• TASK ITEM:
Repeat the entries below exactly. Drop the pictures.

(Collected data entries)
+++
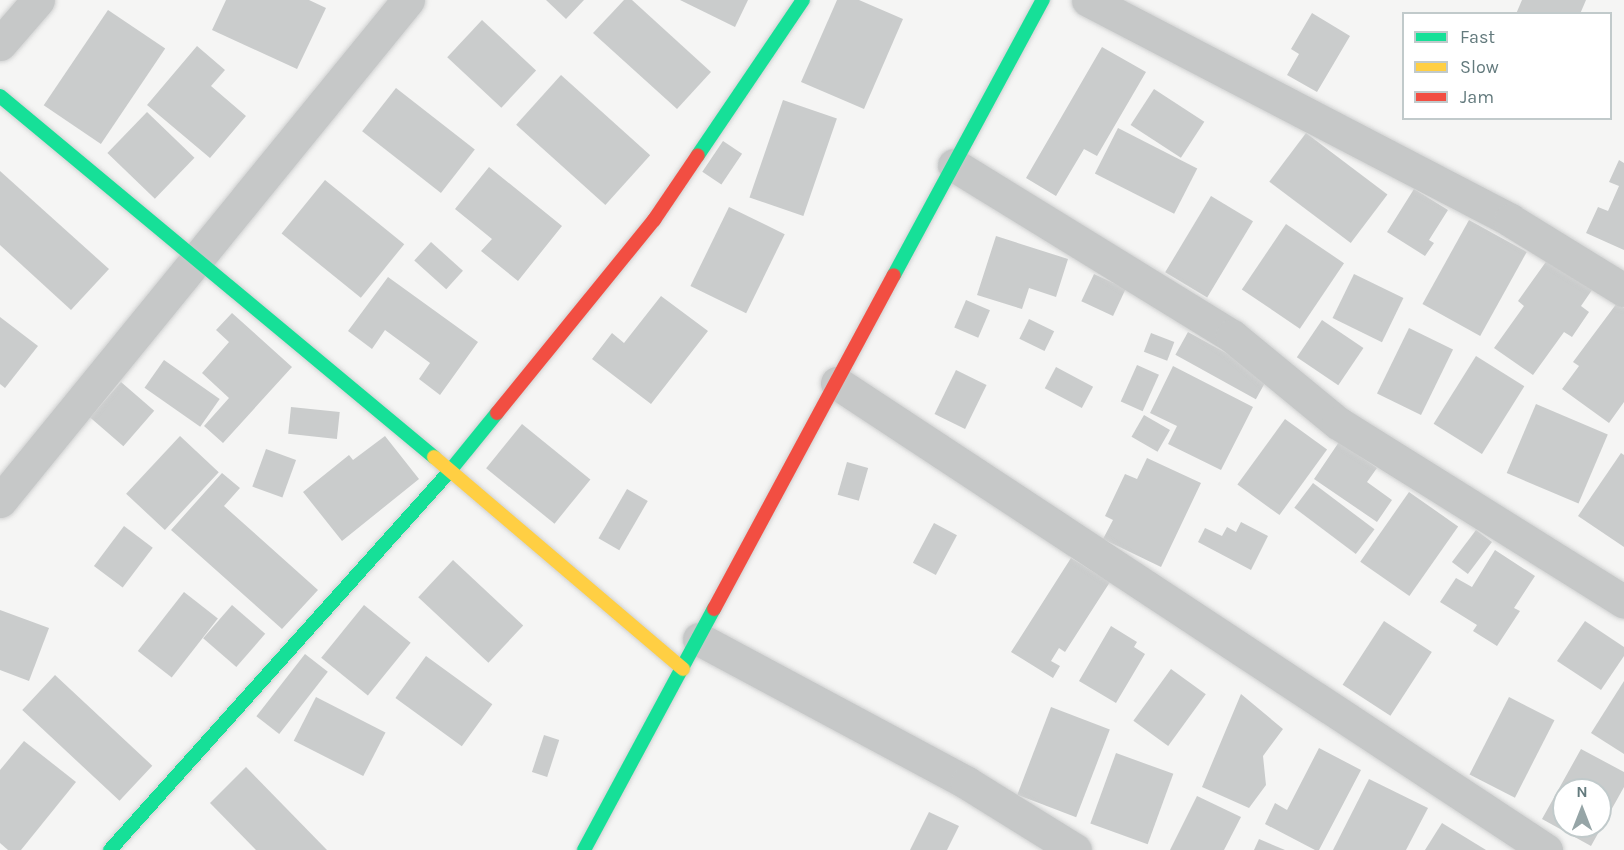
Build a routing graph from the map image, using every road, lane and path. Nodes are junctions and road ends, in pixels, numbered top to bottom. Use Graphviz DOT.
graph roads {
  1 [pos="38,0"];
  2 [pos="408,0"];
  3 [pos="803,0"];
  4 [pos="1043,0"];
  5 [pos="1088,0"];
  6 [pos="0,44"];
  7 [pos="0,96"];
  8 [pos="954,165"];
  9 [pos="198,258"];
  10 [pos="1624,290"];
  11 [pos="837,383"];
  12 [pos="448,472"];
  13 [pos="0,501"];
  14 [pos="1624,602"];
  15 [pos="699,639"];
  16 [pos="683,669"];
  17 [pos="589,848"];
  18 [pos="110,850"];
  19 [pos="1075,850"];
  20 [pos="1546,850"];
  1 -- 6 [label="street"];
  2 -- 9 [label="street"];
  3 -- 12 [label="street"];
  4 -- 8 [label="street"];
  5 -- 10 [label="street"];
  7 -- 9 [label="street"];
  8 -- 11 [label="street"];
  8 -- 14 [label="street"];
  9 -- 12 [label="street"];
  9 -- 13 [label="street"];
  11 -- 15 [label="street"];
  11 -- 20 [label="street"];
  12 -- 16 [label="street"];
  12 -- 18 [label="street"];
  15 -- 16 [label="street"];
  15 -- 19 [label="street"];
  16 -- 17 [label="street"];
}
+++
• TASK RESPONSE:
Build a routing graph from the map image, using every road, lane and path. Nodes are junctions and road ends, in pixels, numbered top to bottom. Use Graphviz DOT.
graph roads {
  1 [pos="38,0"];
  2 [pos="408,0"];
  3 [pos="803,0"];
  4 [pos="1043,0"];
  5 [pos="1088,0"];
  6 [pos="0,44"];
  7 [pos="0,96"];
  8 [pos="954,165"];
  9 [pos="198,258"];
  10 [pos="1624,290"];
  11 [pos="837,383"];
  12 [pos="448,472"];
  13 [pos="0,501"];
  14 [pos="1624,602"];
  15 [pos="699,639"];
  16 [pos="683,669"];
  17 [pos="589,848"];
  18 [pos="110,850"];
  19 [pos="1075,850"];
  20 [pos="1546,850"];
  1 -- 6 [label="street"];
  2 -- 9 [label="street"];
  3 -- 12 [label="street"];
  4 -- 8 [label="street"];
  5 -- 10 [label="street"];
  7 -- 9 [label="street"];
  8 -- 11 [label="street"];
  8 -- 14 [label="street"];
  9 -- 12 [label="street"];
  9 -- 13 [label="street"];
  11 -- 15 [label="street"];
  11 -- 20 [label="street"];
  12 -- 16 [label="street"];
  12 -- 18 [label="street"];
  15 -- 16 [label="street"];
  15 -- 19 [label="street"];
  16 -- 17 [label="street"];
}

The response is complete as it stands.